RECORDS SHOWN »
################

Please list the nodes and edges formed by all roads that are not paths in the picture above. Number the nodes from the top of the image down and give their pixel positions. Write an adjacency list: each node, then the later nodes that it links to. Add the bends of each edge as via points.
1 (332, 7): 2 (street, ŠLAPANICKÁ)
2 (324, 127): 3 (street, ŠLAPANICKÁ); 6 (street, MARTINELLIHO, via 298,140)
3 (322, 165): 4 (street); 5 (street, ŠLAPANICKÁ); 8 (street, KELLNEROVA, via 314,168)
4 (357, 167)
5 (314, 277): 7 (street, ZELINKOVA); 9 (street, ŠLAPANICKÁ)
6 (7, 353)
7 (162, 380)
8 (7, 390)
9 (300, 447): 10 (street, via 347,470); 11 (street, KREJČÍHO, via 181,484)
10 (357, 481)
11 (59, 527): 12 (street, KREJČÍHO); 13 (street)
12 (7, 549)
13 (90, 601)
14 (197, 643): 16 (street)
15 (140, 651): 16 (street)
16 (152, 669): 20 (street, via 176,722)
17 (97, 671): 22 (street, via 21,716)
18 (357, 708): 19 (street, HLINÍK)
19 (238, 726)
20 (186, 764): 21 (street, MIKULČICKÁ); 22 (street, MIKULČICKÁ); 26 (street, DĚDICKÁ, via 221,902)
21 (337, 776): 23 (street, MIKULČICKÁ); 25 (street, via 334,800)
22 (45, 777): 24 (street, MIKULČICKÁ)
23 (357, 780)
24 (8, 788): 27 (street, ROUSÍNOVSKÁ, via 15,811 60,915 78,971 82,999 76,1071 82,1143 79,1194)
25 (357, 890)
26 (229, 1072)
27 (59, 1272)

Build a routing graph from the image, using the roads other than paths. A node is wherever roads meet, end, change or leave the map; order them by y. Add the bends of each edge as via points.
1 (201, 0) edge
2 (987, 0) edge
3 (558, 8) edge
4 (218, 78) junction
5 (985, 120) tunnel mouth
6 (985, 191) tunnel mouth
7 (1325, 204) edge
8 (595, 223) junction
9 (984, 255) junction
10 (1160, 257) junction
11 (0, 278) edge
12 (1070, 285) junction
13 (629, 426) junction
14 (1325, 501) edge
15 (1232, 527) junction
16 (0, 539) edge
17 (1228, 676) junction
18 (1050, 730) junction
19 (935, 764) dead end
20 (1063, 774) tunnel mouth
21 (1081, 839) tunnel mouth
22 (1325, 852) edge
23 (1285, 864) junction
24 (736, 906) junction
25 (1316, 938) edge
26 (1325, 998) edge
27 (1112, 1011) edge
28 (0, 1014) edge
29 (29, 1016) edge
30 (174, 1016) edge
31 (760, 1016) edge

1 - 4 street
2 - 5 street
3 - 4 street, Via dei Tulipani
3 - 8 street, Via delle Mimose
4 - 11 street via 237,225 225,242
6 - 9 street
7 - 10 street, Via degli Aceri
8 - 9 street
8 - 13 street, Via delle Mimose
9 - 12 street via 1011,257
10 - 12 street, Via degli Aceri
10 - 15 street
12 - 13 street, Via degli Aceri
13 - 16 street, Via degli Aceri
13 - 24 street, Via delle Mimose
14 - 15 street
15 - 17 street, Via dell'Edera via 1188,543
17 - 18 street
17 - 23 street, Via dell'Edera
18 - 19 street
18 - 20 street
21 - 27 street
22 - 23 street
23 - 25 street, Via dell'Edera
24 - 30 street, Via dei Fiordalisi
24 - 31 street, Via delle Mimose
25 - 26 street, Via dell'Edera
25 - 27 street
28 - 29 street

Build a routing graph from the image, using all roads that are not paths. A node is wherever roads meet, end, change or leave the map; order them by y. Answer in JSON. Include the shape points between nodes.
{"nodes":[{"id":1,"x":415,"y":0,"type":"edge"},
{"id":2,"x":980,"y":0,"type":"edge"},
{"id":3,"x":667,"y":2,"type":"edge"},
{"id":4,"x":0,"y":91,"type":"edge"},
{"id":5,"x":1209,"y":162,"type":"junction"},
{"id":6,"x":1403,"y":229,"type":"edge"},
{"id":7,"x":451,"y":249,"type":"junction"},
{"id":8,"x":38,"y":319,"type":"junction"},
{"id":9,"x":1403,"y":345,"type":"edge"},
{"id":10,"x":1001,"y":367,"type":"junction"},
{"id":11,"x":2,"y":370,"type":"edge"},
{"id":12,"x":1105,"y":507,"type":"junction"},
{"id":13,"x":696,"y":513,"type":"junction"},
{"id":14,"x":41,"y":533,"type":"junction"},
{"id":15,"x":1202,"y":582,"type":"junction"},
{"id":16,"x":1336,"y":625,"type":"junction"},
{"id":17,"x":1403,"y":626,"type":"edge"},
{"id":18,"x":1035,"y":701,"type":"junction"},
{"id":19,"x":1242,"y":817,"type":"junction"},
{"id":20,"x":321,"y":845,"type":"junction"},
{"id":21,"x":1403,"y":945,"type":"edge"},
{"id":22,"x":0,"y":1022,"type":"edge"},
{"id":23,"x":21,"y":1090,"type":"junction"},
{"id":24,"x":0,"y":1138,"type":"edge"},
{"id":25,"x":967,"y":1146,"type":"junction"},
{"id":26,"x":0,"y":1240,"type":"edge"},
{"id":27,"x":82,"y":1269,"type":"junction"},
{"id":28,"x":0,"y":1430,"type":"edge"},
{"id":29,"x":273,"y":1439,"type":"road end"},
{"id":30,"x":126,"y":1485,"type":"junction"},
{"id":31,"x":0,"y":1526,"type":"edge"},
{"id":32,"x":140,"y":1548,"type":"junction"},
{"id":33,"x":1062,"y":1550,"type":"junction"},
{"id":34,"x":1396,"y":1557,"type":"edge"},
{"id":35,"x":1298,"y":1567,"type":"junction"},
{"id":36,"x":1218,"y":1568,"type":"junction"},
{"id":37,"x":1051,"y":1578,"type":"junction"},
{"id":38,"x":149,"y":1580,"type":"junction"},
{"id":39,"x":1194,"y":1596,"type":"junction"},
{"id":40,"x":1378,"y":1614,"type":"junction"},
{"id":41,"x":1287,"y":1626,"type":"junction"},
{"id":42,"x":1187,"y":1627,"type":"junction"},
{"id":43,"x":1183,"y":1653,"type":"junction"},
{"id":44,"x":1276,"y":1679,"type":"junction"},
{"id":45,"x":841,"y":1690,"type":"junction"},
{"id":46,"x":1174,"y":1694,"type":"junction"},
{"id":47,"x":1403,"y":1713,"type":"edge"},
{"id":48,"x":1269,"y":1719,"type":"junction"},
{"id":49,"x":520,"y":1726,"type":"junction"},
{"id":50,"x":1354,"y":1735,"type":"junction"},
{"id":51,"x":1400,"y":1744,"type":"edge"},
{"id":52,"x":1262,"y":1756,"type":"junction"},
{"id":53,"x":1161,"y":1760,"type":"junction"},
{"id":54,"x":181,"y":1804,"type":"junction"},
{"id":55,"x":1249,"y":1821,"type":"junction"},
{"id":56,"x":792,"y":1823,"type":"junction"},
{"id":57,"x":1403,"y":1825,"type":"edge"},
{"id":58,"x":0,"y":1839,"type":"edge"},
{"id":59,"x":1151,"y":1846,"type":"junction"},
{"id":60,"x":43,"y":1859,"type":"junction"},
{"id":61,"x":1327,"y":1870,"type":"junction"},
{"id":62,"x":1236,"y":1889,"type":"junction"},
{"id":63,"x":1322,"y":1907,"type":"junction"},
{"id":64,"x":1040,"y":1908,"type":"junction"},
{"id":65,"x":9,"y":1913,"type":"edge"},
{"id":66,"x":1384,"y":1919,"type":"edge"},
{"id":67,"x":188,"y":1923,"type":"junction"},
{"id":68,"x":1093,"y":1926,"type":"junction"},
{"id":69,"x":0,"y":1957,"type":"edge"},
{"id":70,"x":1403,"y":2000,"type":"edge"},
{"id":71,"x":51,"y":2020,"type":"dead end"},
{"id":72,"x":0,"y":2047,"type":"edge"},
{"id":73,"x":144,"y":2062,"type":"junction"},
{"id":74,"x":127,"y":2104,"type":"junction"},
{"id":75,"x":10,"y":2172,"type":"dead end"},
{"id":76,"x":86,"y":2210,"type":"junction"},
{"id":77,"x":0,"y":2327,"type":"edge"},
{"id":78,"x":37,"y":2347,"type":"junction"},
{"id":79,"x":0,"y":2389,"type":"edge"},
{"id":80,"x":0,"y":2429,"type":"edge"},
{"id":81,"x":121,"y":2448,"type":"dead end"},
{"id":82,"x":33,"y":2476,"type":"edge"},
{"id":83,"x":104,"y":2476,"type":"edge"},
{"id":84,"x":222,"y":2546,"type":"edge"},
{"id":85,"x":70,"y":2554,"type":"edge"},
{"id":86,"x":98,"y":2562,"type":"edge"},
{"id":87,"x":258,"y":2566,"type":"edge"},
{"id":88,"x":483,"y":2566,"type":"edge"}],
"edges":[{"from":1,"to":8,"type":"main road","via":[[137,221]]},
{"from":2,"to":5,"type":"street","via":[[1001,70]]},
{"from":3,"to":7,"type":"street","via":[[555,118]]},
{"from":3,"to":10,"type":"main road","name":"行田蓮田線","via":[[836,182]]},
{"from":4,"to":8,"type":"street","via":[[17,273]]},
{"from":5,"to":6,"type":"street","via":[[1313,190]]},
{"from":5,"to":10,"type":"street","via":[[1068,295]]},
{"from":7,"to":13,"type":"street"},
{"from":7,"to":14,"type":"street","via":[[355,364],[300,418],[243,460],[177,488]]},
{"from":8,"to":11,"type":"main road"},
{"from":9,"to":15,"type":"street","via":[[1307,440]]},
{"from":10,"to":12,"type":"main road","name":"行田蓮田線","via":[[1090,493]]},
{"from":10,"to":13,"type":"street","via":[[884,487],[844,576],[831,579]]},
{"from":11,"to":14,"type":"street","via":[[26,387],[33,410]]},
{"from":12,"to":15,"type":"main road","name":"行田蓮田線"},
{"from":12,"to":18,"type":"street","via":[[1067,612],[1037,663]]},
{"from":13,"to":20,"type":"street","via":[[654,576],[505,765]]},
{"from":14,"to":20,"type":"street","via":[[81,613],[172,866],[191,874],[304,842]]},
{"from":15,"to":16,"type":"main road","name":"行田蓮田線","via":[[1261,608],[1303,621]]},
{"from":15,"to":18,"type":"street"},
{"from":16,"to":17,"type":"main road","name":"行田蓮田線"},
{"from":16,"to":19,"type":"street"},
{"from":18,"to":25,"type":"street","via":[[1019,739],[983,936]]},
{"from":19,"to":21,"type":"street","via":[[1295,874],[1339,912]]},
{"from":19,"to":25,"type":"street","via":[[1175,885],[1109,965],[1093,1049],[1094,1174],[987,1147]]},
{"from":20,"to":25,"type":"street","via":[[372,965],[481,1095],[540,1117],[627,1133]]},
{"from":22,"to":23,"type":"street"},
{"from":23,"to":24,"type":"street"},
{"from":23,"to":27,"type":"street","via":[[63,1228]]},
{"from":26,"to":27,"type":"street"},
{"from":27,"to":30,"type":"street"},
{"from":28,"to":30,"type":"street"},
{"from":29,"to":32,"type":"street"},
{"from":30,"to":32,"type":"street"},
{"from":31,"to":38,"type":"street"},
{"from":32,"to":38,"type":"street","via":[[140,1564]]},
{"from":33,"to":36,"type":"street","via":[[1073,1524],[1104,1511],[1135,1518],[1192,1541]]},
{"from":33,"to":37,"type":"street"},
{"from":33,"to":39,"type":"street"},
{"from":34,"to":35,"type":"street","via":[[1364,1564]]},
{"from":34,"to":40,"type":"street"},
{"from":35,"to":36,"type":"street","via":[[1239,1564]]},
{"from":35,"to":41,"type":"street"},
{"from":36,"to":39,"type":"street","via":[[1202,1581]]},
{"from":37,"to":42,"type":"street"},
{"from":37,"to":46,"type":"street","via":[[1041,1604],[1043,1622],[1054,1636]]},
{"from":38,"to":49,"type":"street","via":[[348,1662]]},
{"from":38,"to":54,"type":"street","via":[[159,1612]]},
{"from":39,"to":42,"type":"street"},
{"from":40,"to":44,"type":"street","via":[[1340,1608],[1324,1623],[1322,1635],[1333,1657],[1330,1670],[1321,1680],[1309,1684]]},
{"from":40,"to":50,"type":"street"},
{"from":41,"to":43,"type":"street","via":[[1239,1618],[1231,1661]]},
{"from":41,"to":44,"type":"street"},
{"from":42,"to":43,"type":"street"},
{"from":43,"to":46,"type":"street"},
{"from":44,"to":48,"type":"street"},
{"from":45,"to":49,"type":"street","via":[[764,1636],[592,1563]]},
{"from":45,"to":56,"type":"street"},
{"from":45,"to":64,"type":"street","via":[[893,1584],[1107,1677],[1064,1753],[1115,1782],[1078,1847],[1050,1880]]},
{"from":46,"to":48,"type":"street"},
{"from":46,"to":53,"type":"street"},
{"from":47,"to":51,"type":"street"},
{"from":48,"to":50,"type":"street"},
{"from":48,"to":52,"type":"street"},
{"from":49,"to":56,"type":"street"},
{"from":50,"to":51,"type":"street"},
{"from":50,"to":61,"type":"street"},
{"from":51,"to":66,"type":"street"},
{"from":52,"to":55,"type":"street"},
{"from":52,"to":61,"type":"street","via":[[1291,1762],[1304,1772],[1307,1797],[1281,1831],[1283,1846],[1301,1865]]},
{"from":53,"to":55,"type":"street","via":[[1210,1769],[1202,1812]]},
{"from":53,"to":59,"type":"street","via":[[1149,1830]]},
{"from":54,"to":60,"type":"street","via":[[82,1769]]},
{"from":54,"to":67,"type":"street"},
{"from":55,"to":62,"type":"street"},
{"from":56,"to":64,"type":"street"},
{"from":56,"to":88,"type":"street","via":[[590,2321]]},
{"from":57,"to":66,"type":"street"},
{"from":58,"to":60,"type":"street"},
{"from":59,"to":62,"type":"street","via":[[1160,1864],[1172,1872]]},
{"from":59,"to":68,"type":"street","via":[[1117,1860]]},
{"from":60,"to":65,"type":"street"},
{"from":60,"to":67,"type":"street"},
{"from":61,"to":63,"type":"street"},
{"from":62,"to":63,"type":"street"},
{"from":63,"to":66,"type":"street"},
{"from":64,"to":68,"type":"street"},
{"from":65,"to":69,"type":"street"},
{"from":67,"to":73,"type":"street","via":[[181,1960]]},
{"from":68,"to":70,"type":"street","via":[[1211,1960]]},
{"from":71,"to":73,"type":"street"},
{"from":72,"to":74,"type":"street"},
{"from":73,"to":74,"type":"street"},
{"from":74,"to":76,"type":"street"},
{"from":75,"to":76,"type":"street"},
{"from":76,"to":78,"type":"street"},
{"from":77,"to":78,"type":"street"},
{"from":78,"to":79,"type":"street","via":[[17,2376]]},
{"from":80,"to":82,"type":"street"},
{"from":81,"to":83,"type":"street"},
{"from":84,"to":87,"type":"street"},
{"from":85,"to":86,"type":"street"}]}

################

GOAL OF THE EXERCISE »
Go through the material and copy out every line with "Aceri" in it.

TASK SOLUTION »
7 - 10 street, Via degli Aceri
10 - 12 street, Via degli Aceri
12 - 13 street, Via degli Aceri
13 - 16 street, Via degli Aceri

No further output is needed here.